Poems of Place
The House that was Abandoned
The widow died, then the house began to die.
Her children, six of them, did nothing.
Cut flowers dried in their vase. Dresses hung limp
On hangers. Water in her bedside glass evaporated
Leaving a stain of lime. The clock had stopped.
The framework, in need of repair before her death,
Sagged. The porch collapsed. The red brick
Chimney fell in upon itself. The screen door
Hung askew. The clapboards peeled. The ring
Of bales, set to save the pipes from frost, rotted—
All the not-so-subtle signs of a neglected country home,
All too common. The house looked empty and so
Was vandalized. Outside, lilacs and peonies went native.
Fences went slack. Multiflora rose and crabgrass won.

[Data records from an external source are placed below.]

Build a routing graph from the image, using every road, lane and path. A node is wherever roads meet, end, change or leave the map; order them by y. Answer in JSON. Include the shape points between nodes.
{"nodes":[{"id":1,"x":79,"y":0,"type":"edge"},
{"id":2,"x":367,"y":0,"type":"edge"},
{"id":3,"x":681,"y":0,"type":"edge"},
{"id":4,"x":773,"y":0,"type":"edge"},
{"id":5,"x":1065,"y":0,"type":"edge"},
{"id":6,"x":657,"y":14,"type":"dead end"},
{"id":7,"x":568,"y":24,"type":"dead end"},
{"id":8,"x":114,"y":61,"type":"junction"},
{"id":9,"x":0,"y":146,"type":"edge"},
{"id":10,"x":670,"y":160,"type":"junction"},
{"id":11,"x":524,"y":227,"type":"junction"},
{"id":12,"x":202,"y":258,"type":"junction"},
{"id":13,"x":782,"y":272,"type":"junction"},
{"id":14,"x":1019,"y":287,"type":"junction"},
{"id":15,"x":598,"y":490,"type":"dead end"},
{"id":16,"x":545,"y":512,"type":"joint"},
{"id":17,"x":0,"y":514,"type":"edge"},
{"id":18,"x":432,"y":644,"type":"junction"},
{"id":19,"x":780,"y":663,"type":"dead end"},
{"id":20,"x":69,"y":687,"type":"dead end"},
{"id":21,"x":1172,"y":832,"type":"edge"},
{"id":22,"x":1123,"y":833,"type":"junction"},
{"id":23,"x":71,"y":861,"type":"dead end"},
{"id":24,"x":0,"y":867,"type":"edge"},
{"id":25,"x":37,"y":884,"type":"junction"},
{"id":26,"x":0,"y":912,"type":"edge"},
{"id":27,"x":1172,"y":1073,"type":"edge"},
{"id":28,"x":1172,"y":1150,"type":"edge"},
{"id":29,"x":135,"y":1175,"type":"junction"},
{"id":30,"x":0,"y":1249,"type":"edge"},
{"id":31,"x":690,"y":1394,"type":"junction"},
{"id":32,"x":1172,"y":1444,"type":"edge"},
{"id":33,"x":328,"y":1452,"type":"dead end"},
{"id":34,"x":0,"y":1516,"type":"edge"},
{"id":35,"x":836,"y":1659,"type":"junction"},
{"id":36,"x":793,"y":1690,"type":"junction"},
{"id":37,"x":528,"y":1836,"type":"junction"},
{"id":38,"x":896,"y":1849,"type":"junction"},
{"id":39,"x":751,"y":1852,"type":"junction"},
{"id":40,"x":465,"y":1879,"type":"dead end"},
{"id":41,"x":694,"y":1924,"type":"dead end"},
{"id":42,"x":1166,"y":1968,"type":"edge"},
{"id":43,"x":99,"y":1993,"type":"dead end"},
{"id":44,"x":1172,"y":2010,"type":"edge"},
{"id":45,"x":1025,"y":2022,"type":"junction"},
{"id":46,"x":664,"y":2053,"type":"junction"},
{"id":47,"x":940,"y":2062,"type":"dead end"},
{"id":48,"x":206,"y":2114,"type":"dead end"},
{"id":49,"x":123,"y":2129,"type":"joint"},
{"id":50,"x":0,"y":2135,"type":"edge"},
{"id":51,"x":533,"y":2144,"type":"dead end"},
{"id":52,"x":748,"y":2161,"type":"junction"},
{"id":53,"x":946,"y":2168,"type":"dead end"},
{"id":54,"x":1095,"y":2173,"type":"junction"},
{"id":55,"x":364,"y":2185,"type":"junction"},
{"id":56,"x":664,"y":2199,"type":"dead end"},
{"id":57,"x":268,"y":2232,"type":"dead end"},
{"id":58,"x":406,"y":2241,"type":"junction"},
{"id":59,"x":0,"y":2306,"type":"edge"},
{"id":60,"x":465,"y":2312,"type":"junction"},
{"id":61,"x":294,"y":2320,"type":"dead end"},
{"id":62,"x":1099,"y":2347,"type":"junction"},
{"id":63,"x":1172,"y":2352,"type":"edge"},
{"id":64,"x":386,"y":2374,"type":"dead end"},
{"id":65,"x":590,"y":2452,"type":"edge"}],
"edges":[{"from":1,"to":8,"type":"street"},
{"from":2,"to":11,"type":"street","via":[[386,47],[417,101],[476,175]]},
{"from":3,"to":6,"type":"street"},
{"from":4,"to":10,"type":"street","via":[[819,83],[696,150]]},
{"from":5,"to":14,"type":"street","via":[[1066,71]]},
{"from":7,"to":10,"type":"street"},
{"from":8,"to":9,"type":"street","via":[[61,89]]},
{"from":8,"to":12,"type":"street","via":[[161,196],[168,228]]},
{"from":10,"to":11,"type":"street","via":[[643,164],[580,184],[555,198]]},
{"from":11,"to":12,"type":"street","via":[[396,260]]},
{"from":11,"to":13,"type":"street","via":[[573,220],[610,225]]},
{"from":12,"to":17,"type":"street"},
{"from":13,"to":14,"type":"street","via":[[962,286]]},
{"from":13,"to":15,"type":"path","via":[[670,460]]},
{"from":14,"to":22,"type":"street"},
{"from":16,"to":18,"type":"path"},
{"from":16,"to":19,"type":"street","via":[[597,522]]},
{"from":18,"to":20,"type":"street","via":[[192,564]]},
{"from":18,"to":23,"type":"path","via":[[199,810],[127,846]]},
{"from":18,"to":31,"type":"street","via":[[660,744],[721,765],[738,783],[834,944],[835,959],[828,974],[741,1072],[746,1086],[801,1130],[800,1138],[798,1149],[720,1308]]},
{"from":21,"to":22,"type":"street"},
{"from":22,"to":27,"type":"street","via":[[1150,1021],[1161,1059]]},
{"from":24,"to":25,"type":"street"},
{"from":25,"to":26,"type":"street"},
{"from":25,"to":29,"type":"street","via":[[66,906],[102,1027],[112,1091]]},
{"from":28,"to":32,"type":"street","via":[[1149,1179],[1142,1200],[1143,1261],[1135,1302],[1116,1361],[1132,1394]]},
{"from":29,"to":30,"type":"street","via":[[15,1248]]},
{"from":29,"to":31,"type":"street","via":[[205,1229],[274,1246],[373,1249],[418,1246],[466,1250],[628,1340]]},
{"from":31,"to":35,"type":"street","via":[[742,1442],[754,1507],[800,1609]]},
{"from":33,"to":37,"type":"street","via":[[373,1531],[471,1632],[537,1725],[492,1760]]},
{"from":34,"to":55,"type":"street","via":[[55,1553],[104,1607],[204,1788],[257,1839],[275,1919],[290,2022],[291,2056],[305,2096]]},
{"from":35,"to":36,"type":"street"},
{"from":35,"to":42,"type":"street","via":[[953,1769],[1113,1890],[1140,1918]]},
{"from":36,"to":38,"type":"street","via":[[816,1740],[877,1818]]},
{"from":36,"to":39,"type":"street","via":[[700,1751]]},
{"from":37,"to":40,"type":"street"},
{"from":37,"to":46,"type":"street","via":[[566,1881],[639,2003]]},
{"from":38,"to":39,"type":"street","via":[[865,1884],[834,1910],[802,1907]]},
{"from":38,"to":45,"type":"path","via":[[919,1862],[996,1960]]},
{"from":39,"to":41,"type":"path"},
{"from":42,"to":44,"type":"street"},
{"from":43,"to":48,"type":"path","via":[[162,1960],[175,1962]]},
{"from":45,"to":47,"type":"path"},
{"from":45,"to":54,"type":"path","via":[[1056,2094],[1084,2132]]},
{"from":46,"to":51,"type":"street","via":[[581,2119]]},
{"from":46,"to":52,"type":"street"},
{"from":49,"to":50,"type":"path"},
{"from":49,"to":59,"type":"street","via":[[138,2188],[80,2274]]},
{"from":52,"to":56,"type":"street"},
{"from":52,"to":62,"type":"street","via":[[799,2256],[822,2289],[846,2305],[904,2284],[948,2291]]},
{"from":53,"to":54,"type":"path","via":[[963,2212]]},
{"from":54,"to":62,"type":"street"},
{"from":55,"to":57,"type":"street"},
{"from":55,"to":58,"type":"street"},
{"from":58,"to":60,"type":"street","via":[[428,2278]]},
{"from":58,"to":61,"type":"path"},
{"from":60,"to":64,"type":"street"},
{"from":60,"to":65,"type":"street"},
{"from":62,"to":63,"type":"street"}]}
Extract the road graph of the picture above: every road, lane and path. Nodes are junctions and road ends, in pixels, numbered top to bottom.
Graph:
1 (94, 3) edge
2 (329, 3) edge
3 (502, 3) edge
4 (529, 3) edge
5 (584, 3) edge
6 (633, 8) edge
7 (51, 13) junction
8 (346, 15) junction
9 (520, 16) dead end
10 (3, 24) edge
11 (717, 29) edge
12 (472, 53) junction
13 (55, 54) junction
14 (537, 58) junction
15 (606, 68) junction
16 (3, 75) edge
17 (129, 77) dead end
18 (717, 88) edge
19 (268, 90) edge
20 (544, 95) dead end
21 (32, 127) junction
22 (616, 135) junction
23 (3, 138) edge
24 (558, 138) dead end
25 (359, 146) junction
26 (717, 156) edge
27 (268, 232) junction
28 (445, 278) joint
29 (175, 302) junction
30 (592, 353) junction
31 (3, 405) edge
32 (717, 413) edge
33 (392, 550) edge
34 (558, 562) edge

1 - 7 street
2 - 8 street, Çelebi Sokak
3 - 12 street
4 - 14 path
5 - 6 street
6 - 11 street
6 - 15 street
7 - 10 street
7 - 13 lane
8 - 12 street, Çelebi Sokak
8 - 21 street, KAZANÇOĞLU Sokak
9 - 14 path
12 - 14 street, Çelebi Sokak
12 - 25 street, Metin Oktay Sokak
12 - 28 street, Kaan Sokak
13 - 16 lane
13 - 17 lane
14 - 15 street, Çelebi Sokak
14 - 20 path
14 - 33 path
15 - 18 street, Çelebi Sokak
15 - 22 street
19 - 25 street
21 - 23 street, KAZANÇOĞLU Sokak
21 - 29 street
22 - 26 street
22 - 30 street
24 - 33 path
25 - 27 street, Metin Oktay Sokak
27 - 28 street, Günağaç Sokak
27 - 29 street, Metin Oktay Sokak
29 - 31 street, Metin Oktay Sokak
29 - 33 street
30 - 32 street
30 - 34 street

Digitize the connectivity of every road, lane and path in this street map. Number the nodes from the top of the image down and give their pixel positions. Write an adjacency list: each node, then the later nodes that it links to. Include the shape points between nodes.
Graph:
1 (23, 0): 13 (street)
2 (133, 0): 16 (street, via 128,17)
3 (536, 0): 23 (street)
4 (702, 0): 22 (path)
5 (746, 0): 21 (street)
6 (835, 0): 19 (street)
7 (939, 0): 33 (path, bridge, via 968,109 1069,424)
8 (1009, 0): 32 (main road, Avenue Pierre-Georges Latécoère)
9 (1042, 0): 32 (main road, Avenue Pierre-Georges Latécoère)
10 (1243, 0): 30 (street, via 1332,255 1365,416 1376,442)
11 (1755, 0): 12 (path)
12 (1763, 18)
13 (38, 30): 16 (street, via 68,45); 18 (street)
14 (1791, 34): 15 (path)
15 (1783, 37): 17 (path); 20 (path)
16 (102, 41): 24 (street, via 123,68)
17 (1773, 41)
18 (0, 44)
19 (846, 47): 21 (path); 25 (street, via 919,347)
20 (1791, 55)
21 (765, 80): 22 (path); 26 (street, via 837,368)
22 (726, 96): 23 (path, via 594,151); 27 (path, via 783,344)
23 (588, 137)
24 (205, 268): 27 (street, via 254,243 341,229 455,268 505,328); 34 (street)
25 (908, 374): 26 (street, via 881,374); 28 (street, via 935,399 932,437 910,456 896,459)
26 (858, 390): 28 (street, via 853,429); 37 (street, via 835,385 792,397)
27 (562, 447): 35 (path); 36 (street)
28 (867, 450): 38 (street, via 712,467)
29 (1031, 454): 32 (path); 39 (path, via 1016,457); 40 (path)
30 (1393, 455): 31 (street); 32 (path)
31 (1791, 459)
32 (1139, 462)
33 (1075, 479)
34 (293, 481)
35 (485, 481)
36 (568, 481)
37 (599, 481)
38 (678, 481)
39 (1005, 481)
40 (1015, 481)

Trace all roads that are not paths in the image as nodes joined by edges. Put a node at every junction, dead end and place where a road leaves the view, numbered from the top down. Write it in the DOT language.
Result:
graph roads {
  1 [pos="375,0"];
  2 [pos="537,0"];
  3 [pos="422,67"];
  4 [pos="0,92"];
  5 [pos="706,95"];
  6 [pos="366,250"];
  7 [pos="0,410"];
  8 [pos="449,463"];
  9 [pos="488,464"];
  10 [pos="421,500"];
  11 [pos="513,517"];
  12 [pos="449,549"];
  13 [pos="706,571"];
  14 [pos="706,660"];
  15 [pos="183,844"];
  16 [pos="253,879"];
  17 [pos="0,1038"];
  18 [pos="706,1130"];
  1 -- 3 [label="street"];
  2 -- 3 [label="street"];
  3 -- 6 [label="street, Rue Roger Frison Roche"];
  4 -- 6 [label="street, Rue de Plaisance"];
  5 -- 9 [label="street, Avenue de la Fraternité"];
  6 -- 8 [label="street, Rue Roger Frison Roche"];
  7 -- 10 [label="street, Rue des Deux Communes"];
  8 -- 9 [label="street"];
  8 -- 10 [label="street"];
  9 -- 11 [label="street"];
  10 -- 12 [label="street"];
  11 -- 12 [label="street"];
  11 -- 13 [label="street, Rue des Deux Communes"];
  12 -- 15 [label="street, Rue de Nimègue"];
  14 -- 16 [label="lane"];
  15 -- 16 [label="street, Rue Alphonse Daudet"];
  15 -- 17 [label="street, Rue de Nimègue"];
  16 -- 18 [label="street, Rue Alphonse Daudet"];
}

Mail overfilled her box until the carrier sealed it
With a label: "mail undeliverable to this address.”
For a time mice treated themselves to whatever bits
They could find on shelves, in the pantry, from
The crumbs of her last meal, but soon gave up,
Moving back to pasture, field, and meadow.
Even the scores of mud-daubers' nests, built
On her peeling, flower-papered walls, were empty.
It was barren, it was nothing—a house, but not a home.
I watched its decline, and do so still, for it
Will not lay down. There seemed so little dignity left to her—
Snow upon her bed—I took it upon myself to uproot
The listing mailbox. The place, now so long abandoned,
Has reached an ugly stasis, becoming, in my life,
An unneighborly insinuation of gloom. It is hard
Not to see shadows, and I think of flames.
The Suicide Wind of South Dakota
The old man sits outside the gas station, killing time,
Waiting for people like me to stop, to begin a conversation.
We talk about the wind which is blowing straight and hard.
“It drives men crazy, ” he tells me, “drives them to suicide.”
I drive west. This land is arid, it is worn and rough and raw.
The wind is unchecked, it has an edge, it is relentless.
The stark words of the old man begin their work on me.
The white painted farm houses and out-buildings I pass
Are scattered and appear thin-walled; each farm an outpost
Lost in proportion to the vastness that lies between.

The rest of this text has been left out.